--- Data section ---

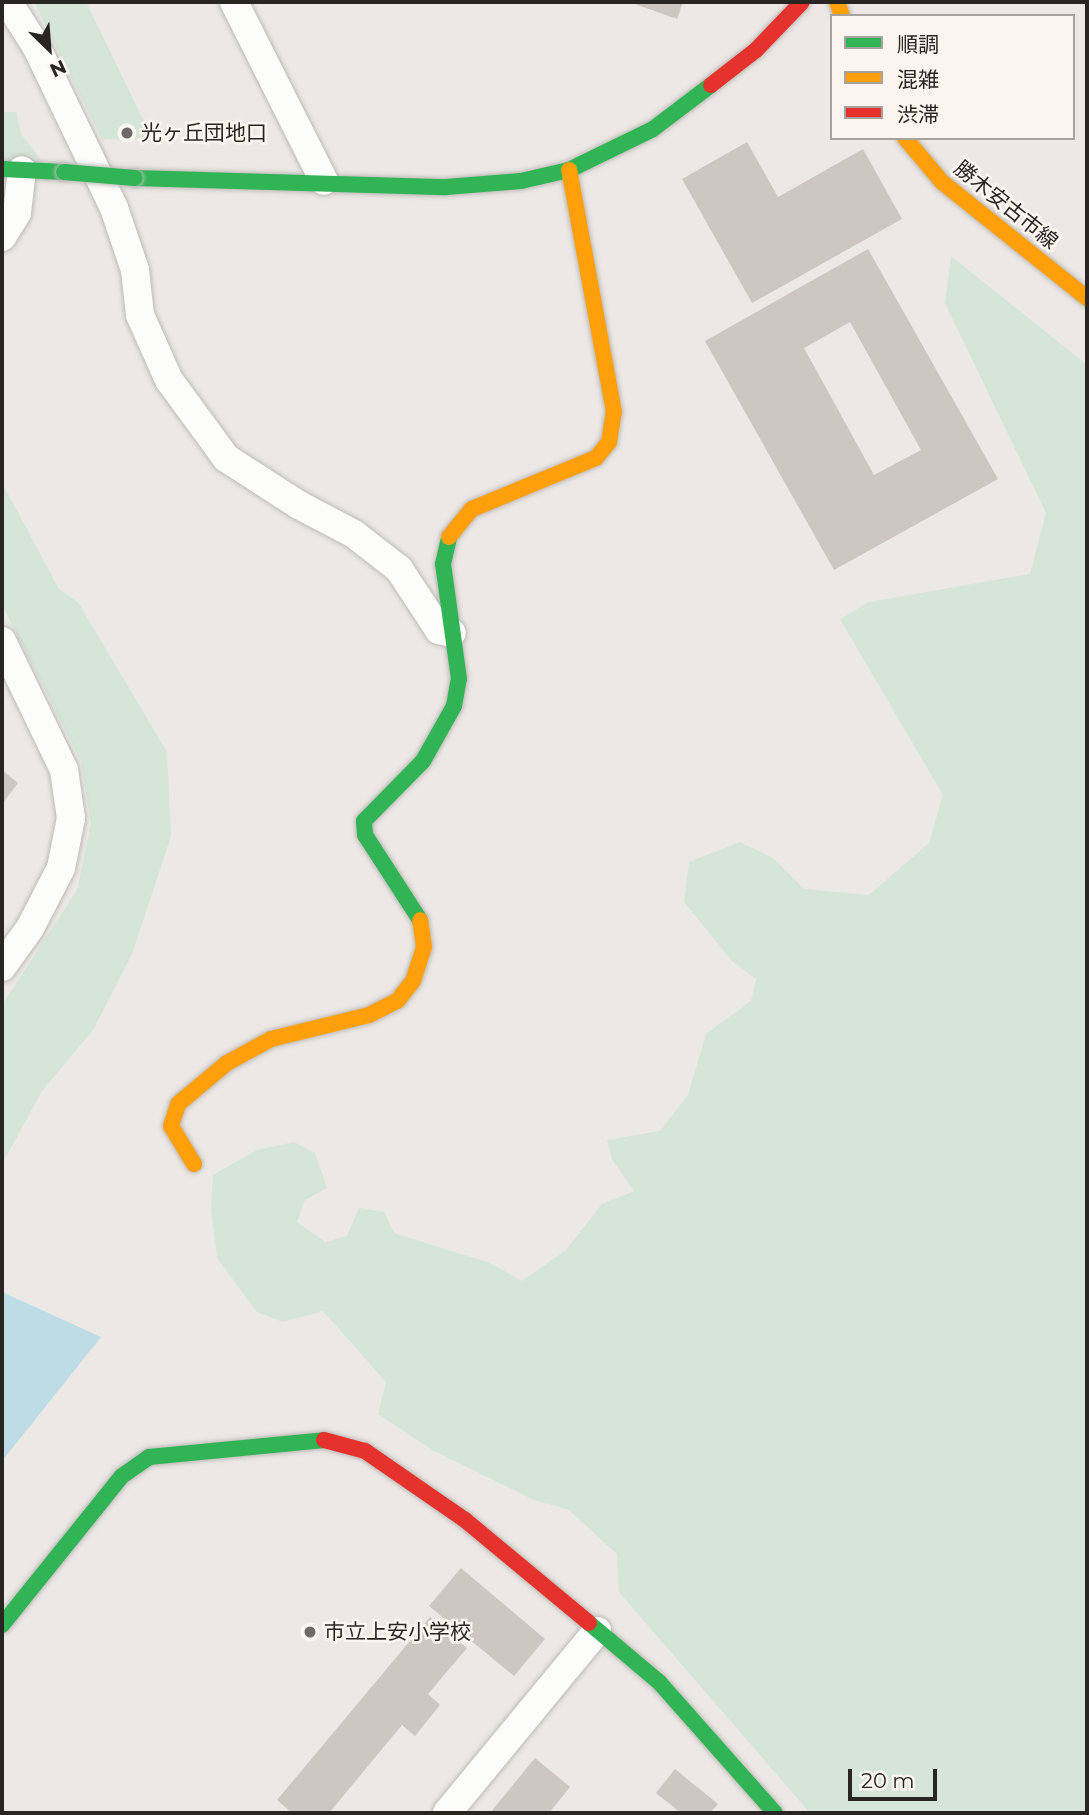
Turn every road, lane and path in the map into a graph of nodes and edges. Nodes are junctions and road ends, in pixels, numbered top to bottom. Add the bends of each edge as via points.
1 (8, 2) edge
2 (234, 2) edge
3 (802, 2) edge
4 (907, 140) edge
5 (12, 169) edge
6 (569, 170) junction
7 (324, 181) junction
8 (2, 237) edge
9 (1087, 298) edge
10 (452, 633) junction
11 (2, 641) edge
12 (4, 961) edge
13 (194, 1164) dead end
14 (2, 1625) edge
15 (597, 1631) junction
16 (447, 1813) edge
17 (775, 1813) edge

1 - 10 street via 36,46 114,208 135,270 140,315 169,380 226,458 354,534 399,569 439,630
2 - 7 street
3 - 6 street via 756,50 653,129
4 - 9 street, 勝木安古市線 via 942,182
5 - 7 street, bridge via 135,178
5 - 8 street via 17,214
6 - 7 street via 520,181 446,187
6 - 10 street via 614,412 609,442 596,458 472,509 449,535 443,564
10 - 13 street via 459,679 454,706 423,761 365,821 365,835 419,915 424,947 413,981 398,1000 369,1015 271,1039 227,1063 178,1104 171,1126
11 - 12 street via 64,770 71,818 61,868 30,928
14 - 15 street via 122,1476 149,1457 320,1438 365,1451 443,1505
15 - 16 street
15 - 17 street via 659,1682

---

## Work required
Output the data above exactly, excluding images.

## Exercise response
Turn every road, lane and path in the map into a graph of nodes and edges. Nodes are junctions and road ends, in pixels, numbered top to bottom. Add the bends of each edge as via points.
1 (8, 2) edge
2 (234, 2) edge
3 (802, 2) edge
4 (907, 140) edge
5 (12, 169) edge
6 (569, 170) junction
7 (324, 181) junction
8 (2, 237) edge
9 (1087, 298) edge
10 (452, 633) junction
11 (2, 641) edge
12 (4, 961) edge
13 (194, 1164) dead end
14 (2, 1625) edge
15 (597, 1631) junction
16 (447, 1813) edge
17 (775, 1813) edge

1 - 10 street via 36,46 114,208 135,270 140,315 169,380 226,458 354,534 399,569 439,630
2 - 7 street
3 - 6 street via 756,50 653,129
4 - 9 street, 勝木安古市線 via 942,182
5 - 7 street, bridge via 135,178
5 - 8 street via 17,214
6 - 7 street via 520,181 446,187
6 - 10 street via 614,412 609,442 596,458 472,509 449,535 443,564
10 - 13 street via 459,679 454,706 423,761 365,821 365,835 419,915 424,947 413,981 398,1000 369,1015 271,1039 227,1063 178,1104 171,1126
11 - 12 street via 64,770 71,818 61,868 30,928
14 - 15 street via 122,1476 149,1457 320,1438 365,1451 443,1505
15 - 16 street
15 - 17 street via 659,1682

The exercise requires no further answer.